(Saved data entries)
────────────────────────────────────────
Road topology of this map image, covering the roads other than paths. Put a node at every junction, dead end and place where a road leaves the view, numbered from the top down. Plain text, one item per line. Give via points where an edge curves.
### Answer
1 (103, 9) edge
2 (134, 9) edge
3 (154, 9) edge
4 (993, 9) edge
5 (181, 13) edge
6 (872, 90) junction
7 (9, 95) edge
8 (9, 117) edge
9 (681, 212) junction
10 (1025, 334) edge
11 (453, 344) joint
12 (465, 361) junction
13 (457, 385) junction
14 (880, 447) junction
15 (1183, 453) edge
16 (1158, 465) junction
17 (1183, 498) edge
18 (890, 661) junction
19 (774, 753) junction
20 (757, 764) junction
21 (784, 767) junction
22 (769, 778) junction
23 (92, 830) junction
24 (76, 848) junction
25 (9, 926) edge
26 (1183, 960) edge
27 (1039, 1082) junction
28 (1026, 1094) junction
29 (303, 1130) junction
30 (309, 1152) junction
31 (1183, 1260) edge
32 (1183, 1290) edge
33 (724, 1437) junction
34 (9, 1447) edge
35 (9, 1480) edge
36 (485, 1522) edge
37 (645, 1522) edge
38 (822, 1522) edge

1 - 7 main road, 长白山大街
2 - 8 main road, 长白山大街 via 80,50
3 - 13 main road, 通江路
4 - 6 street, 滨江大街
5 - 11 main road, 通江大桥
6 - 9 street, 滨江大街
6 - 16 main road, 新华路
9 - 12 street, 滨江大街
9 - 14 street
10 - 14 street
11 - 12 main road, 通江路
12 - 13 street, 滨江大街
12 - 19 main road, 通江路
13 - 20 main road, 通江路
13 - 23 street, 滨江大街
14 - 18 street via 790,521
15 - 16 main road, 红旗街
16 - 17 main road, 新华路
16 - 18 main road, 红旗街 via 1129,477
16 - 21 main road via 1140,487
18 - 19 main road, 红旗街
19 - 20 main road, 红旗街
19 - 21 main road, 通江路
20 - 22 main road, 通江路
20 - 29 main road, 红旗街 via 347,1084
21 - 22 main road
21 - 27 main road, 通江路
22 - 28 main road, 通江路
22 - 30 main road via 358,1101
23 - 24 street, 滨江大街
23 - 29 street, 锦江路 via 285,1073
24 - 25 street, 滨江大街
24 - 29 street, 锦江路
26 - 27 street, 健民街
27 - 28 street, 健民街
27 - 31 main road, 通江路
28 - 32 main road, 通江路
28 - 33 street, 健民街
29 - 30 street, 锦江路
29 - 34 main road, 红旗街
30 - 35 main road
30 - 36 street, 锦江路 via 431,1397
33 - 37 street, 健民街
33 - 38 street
────────────────────────────────────────
▶ [What you will do]:
Go line by line through the records and copy those that contain the word "长白山大街".

▶ [Output for this exercise]:
1 - 7 main road, 长白山大街
2 - 8 main road, 长白山大街 via 80,50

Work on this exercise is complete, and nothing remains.